Detective Flemmons was a Believer.
People who meet me in my line of work fall into three categories: those who wouldn’t believe me if I produced an affidavit signed by God, those who are open to the idea that there are strange things in this world that they might encounter (the “Hamlet” people, I call them), and the people who absolutely believe I can do what I do-and furthermore, they love that connection I have with the dead.
Believers are likely to watch Ghost Hunters, go to séances, and employ psychics like our deceased colleague Xylda Bernardo. If they aren’t willing to go quite that far, they’re at least open to new experiences. There are not many law enforcement people in the Believer category, not too surprisingly, since law enforcement professionals meet liars every single day.
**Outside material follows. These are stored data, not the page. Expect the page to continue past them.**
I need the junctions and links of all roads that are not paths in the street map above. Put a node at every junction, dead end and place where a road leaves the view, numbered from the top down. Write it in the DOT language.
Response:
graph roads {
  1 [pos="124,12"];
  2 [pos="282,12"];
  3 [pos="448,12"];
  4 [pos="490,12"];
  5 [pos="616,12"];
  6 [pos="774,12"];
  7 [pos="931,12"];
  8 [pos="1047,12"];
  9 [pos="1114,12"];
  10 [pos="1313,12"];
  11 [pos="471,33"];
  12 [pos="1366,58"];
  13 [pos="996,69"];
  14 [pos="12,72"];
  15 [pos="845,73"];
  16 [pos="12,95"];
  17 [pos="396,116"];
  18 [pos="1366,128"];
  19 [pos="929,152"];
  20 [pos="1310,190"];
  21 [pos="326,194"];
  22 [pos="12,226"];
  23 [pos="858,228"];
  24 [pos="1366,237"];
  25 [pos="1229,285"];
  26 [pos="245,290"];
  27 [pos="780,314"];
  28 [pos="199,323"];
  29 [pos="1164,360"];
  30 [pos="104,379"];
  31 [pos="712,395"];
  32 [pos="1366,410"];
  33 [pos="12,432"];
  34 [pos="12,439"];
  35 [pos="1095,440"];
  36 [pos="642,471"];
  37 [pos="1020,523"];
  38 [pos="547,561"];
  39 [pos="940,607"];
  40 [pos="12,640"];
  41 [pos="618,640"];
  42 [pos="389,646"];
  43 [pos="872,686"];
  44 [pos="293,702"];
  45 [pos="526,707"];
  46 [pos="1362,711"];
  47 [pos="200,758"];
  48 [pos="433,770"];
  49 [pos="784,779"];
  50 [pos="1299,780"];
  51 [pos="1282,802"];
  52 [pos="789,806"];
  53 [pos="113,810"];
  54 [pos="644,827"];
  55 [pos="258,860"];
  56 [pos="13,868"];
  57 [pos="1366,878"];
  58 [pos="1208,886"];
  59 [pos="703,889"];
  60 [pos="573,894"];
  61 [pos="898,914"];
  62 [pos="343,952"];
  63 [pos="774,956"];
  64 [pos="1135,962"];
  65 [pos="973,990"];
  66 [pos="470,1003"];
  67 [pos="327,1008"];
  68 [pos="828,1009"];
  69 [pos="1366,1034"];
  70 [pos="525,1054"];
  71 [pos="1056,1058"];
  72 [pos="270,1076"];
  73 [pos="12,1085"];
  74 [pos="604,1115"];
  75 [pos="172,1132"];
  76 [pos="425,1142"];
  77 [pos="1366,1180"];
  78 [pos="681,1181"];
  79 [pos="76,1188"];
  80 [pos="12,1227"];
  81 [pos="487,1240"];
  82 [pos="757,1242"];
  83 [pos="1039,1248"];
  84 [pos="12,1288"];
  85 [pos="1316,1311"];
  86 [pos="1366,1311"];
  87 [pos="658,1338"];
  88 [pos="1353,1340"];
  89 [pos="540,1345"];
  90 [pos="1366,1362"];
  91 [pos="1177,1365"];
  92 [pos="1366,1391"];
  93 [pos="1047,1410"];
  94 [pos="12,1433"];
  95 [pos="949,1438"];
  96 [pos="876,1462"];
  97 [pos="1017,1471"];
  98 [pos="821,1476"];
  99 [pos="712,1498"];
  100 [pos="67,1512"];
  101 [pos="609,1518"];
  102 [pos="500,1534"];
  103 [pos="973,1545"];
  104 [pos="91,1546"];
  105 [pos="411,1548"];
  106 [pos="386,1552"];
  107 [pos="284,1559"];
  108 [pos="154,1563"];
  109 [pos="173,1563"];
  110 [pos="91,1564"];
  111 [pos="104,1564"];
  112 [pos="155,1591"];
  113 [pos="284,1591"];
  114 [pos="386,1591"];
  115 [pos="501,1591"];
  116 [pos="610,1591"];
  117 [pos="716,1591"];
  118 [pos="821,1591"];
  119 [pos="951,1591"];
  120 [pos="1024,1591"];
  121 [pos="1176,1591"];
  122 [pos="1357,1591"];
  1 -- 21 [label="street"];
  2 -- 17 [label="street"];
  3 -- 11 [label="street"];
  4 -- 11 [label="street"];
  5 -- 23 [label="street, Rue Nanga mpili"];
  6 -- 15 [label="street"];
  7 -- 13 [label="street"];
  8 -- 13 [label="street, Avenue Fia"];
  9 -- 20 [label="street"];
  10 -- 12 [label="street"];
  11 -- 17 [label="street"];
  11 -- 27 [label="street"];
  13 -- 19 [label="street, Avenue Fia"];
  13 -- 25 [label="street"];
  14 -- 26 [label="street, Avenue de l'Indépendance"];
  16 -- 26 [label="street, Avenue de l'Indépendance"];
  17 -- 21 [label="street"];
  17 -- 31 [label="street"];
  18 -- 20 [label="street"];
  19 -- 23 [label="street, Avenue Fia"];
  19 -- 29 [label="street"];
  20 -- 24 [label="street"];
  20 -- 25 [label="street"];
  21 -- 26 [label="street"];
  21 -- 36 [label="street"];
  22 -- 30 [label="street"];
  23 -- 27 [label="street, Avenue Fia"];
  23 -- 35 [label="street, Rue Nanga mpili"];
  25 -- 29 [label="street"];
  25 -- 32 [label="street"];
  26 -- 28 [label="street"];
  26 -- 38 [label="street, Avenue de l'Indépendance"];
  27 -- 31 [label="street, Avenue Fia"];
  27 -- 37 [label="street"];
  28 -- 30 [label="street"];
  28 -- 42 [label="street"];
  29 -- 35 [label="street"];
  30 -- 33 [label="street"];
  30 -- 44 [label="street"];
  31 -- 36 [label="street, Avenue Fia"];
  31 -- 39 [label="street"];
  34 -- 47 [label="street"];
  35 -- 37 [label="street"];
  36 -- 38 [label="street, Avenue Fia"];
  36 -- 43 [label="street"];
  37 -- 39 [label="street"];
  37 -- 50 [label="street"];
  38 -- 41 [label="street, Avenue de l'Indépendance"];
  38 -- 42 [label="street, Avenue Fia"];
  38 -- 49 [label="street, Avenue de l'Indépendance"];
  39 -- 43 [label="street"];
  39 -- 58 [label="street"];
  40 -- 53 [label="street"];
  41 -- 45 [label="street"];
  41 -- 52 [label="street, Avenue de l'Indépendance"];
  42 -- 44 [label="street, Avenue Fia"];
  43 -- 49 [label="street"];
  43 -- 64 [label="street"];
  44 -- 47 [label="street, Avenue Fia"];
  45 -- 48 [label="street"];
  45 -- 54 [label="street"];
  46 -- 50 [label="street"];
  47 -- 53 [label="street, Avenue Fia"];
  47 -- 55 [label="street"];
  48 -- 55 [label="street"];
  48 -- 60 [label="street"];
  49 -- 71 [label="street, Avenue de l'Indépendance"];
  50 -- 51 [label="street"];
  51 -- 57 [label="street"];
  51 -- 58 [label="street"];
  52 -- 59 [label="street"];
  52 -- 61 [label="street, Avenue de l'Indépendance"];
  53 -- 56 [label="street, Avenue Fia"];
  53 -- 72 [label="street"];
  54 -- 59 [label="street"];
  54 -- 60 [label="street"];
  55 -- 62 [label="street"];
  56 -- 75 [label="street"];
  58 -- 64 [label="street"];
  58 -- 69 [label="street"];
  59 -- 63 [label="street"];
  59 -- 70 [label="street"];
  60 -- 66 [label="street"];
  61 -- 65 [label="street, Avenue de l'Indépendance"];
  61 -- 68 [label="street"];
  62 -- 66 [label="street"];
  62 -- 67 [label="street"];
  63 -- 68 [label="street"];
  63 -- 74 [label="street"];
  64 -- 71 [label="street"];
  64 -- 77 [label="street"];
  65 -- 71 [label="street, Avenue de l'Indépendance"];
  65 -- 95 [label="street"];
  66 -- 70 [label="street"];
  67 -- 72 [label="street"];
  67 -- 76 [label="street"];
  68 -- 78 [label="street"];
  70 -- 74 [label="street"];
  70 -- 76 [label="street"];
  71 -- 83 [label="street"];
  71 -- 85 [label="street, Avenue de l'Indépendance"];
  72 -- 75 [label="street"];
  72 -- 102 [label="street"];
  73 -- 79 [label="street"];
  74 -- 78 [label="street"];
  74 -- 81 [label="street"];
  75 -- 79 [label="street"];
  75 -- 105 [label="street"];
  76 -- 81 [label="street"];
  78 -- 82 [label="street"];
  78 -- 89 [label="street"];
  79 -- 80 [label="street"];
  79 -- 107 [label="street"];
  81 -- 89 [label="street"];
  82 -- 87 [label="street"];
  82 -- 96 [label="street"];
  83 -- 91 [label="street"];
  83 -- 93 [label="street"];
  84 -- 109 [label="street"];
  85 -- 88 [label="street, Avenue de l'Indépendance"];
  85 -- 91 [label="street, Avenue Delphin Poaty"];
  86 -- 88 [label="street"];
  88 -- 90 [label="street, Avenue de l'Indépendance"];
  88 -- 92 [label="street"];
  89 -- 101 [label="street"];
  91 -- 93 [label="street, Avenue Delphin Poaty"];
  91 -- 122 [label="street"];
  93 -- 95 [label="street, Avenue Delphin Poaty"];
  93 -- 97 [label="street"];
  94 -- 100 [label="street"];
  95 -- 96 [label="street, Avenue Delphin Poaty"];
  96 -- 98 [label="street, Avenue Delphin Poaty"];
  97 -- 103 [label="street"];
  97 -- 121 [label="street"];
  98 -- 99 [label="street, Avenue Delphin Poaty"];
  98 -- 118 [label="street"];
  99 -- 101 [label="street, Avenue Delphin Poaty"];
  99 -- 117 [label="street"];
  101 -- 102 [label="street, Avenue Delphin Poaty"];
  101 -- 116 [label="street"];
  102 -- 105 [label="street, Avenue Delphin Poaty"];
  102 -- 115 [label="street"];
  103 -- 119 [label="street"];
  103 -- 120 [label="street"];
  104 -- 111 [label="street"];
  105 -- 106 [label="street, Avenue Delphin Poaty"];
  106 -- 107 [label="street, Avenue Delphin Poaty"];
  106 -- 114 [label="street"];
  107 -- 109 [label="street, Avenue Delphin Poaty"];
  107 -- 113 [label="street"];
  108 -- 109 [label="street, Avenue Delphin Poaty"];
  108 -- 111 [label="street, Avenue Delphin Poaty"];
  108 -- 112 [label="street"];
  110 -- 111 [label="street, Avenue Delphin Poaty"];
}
I’m like catnip to Believers. I’m convincing, because I’m the real deal.
I knew that from now on, Detective Rudy Flemmons would show up more and more often. I was living confirmation of everything he’d ever secretly believed.
And all because I’d gotten struck by lightning.
I wanted to get in the shower, but I pulled off my shoes and lay down on the bed. I called Tolliver to tell him that I had to go by the police department in the morning, and that I’d come by God’s Mercy afterward to tell him all about it. He sounded as drowsy as I felt, and instead of getting in the shower after I put my phone on the charger, I shucked off my pants and slid between the sheets.